Each entry should be copied as it stands, leaving the pictures behind.

Data records:
----------

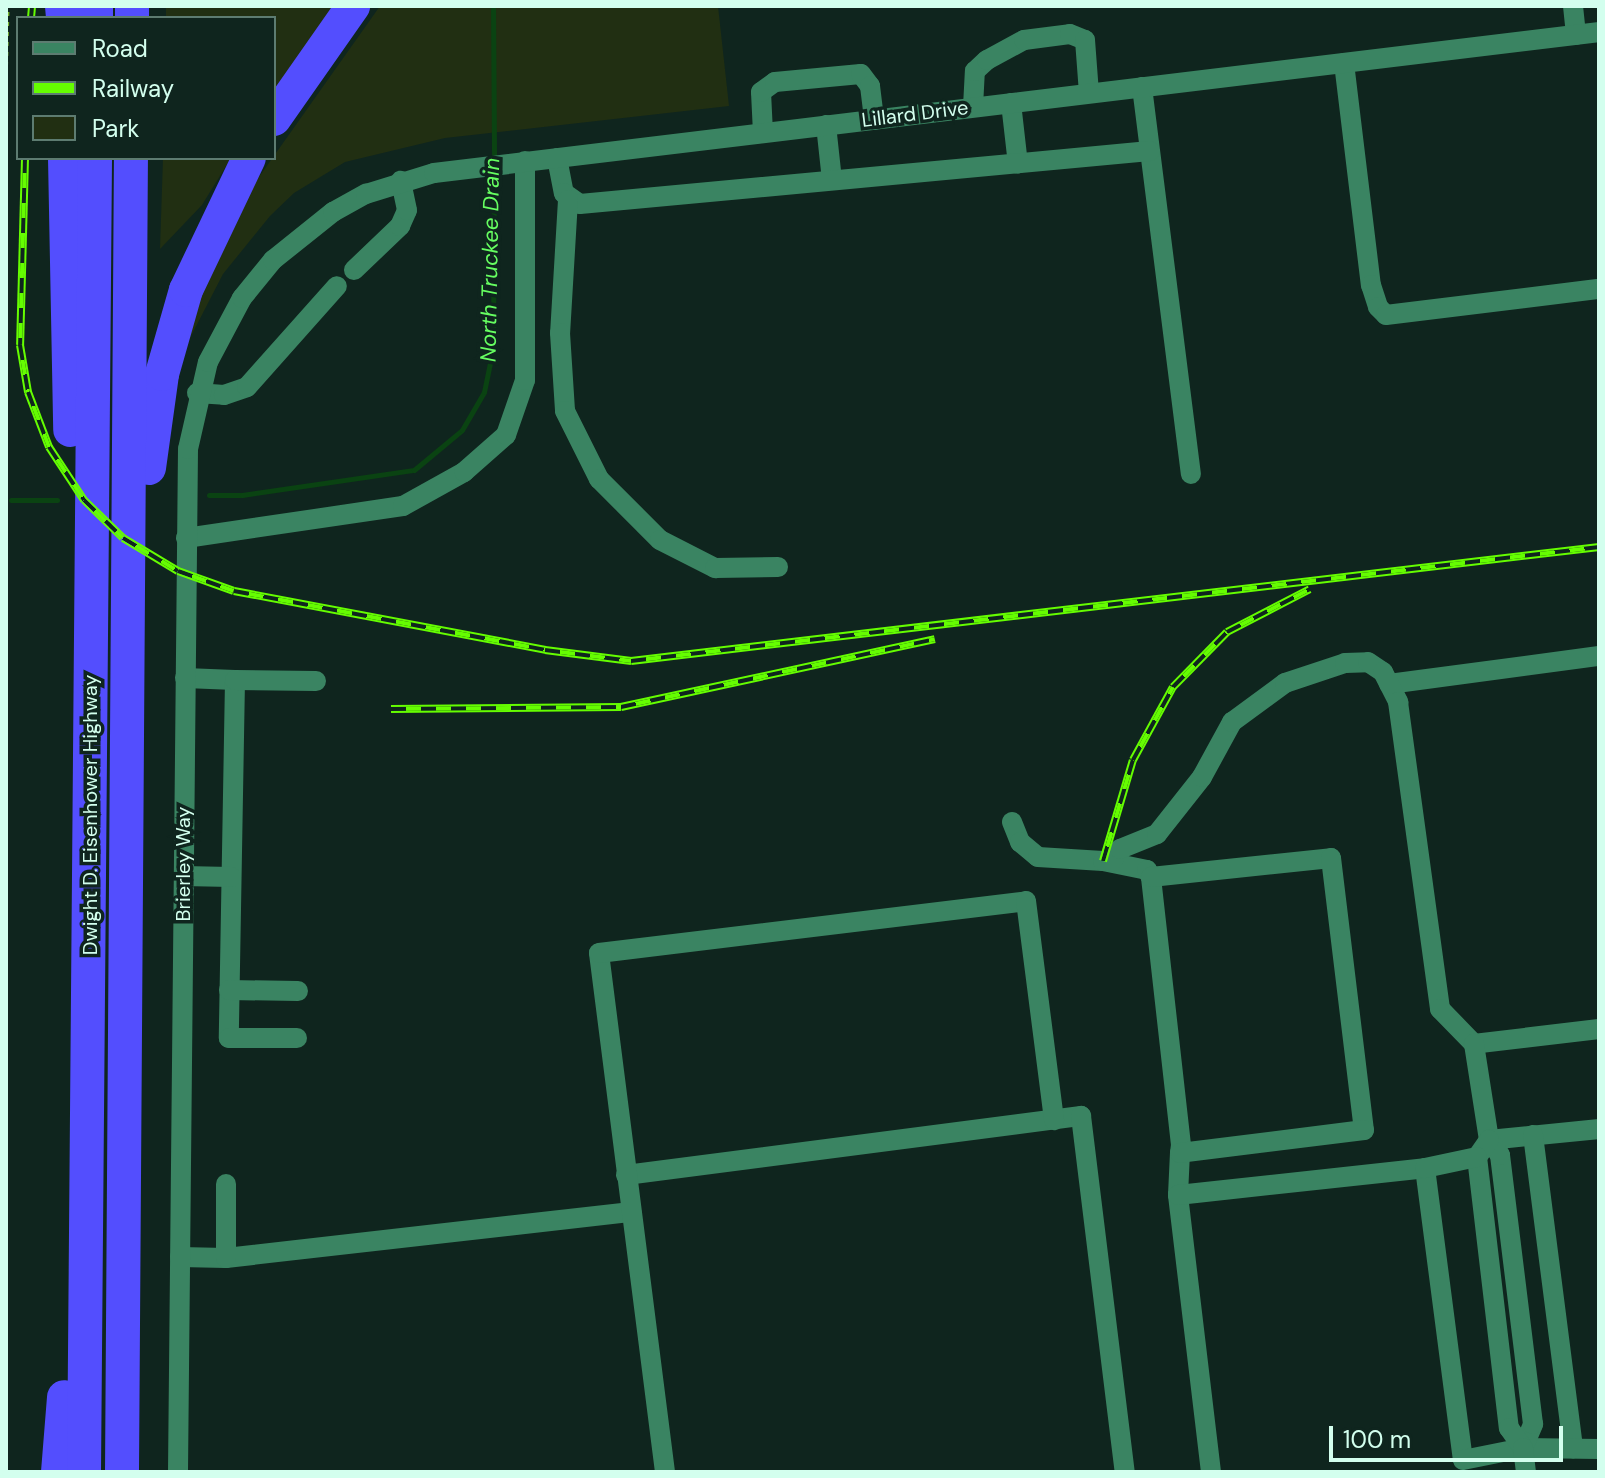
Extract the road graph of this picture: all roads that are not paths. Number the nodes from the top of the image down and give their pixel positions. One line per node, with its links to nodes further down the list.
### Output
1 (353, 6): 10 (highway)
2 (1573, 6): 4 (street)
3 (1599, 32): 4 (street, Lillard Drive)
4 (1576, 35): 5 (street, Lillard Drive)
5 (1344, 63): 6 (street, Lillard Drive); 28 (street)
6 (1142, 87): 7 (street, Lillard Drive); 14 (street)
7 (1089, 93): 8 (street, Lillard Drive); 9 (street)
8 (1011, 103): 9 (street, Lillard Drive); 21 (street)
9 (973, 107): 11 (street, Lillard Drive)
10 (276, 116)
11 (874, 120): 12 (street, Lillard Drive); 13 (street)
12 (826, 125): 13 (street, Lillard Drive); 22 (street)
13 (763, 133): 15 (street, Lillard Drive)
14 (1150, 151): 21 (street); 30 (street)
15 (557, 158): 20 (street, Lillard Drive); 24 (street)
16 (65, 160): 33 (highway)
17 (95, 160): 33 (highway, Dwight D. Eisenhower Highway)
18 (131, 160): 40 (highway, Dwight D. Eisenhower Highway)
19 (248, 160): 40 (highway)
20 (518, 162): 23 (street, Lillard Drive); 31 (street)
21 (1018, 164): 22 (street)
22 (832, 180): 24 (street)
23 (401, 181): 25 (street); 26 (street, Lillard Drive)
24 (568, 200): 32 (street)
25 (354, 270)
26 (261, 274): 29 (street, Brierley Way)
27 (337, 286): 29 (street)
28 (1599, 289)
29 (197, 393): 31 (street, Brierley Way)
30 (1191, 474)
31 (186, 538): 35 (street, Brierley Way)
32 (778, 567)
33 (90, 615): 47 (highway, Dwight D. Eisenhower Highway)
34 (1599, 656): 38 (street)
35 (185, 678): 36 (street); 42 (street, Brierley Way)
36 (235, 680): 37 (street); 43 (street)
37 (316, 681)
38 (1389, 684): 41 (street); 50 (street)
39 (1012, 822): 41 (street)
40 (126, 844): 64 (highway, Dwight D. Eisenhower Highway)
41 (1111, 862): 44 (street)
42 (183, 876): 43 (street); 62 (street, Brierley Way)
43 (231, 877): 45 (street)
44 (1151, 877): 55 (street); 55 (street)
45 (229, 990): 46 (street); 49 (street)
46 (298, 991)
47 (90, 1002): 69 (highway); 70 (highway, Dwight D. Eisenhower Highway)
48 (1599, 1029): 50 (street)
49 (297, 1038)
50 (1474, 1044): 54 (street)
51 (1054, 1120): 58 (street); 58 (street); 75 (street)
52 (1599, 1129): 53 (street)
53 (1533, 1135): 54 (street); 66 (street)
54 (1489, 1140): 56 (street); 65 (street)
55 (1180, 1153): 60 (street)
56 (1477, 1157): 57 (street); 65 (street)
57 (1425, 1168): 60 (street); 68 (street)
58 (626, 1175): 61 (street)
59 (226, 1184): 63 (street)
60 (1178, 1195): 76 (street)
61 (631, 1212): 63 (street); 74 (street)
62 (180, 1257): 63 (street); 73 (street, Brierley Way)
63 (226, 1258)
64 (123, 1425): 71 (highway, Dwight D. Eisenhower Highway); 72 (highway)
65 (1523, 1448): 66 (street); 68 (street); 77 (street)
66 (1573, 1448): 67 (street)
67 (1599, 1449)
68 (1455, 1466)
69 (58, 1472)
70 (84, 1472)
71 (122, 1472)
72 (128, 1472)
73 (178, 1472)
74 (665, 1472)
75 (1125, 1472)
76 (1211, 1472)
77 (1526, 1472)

----------

Solution to this task:
Extract the road graph of this picture: all roads that are not paths. Number the nodes from the top of the image down and give their pixel positions. One line per node, with its links to nodes further down the list.
### Output
1 (353, 6): 10 (highway)
2 (1573, 6): 4 (street)
3 (1599, 32): 4 (street, Lillard Drive)
4 (1576, 35): 5 (street, Lillard Drive)
5 (1344, 63): 6 (street, Lillard Drive); 28 (street)
6 (1142, 87): 7 (street, Lillard Drive); 14 (street)
7 (1089, 93): 8 (street, Lillard Drive); 9 (street)
8 (1011, 103): 9 (street, Lillard Drive); 21 (street)
9 (973, 107): 11 (street, Lillard Drive)
10 (276, 116)
11 (874, 120): 12 (street, Lillard Drive); 13 (street)
12 (826, 125): 13 (street, Lillard Drive); 22 (street)
13 (763, 133): 15 (street, Lillard Drive)
14 (1150, 151): 21 (street); 30 (street)
15 (557, 158): 20 (street, Lillard Drive); 24 (street)
16 (65, 160): 33 (highway)
17 (95, 160): 33 (highway, Dwight D. Eisenhower Highway)
18 (131, 160): 40 (highway, Dwight D. Eisenhower Highway)
19 (248, 160): 40 (highway)
20 (518, 162): 23 (street, Lillard Drive); 31 (street)
21 (1018, 164): 22 (street)
22 (832, 180): 24 (street)
23 (401, 181): 25 (street); 26 (street, Lillard Drive)
24 (568, 200): 32 (street)
25 (354, 270)
26 (261, 274): 29 (street, Brierley Way)
27 (337, 286): 29 (street)
28 (1599, 289)
29 (197, 393): 31 (street, Brierley Way)
30 (1191, 474)
31 (186, 538): 35 (street, Brierley Way)
32 (778, 567)
33 (90, 615): 47 (highway, Dwight D. Eisenhower Highway)
34 (1599, 656): 38 (street)
35 (185, 678): 36 (street); 42 (street, Brierley Way)
36 (235, 680): 37 (street); 43 (street)
37 (316, 681)
38 (1389, 684): 41 (street); 50 (street)
39 (1012, 822): 41 (street)
40 (126, 844): 64 (highway, Dwight D. Eisenhower Highway)
41 (1111, 862): 44 (street)
42 (183, 876): 43 (street); 62 (street, Brierley Way)
43 (231, 877): 45 (street)
44 (1151, 877): 55 (street); 55 (street)
45 (229, 990): 46 (street); 49 (street)
46 (298, 991)
47 (90, 1002): 69 (highway); 70 (highway, Dwight D. Eisenhower Highway)
48 (1599, 1029): 50 (street)
49 (297, 1038)
50 (1474, 1044): 54 (street)
51 (1054, 1120): 58 (street); 58 (street); 75 (street)
52 (1599, 1129): 53 (street)
53 (1533, 1135): 54 (street); 66 (street)
54 (1489, 1140): 56 (street); 65 (street)
55 (1180, 1153): 60 (street)
56 (1477, 1157): 57 (street); 65 (street)
57 (1425, 1168): 60 (street); 68 (street)
58 (626, 1175): 61 (street)
59 (226, 1184): 63 (street)
60 (1178, 1195): 76 (street)
61 (631, 1212): 63 (street); 74 (street)
62 (180, 1257): 63 (street); 73 (street, Brierley Way)
63 (226, 1258)
64 (123, 1425): 71 (highway, Dwight D. Eisenhower Highway); 72 (highway)
65 (1523, 1448): 66 (street); 68 (street); 77 (street)
66 (1573, 1448): 67 (street)
67 (1599, 1449)
68 (1455, 1466)
69 (58, 1472)
70 (84, 1472)
71 (122, 1472)
72 (128, 1472)
73 (178, 1472)
74 (665, 1472)
75 (1125, 1472)
76 (1211, 1472)
77 (1526, 1472)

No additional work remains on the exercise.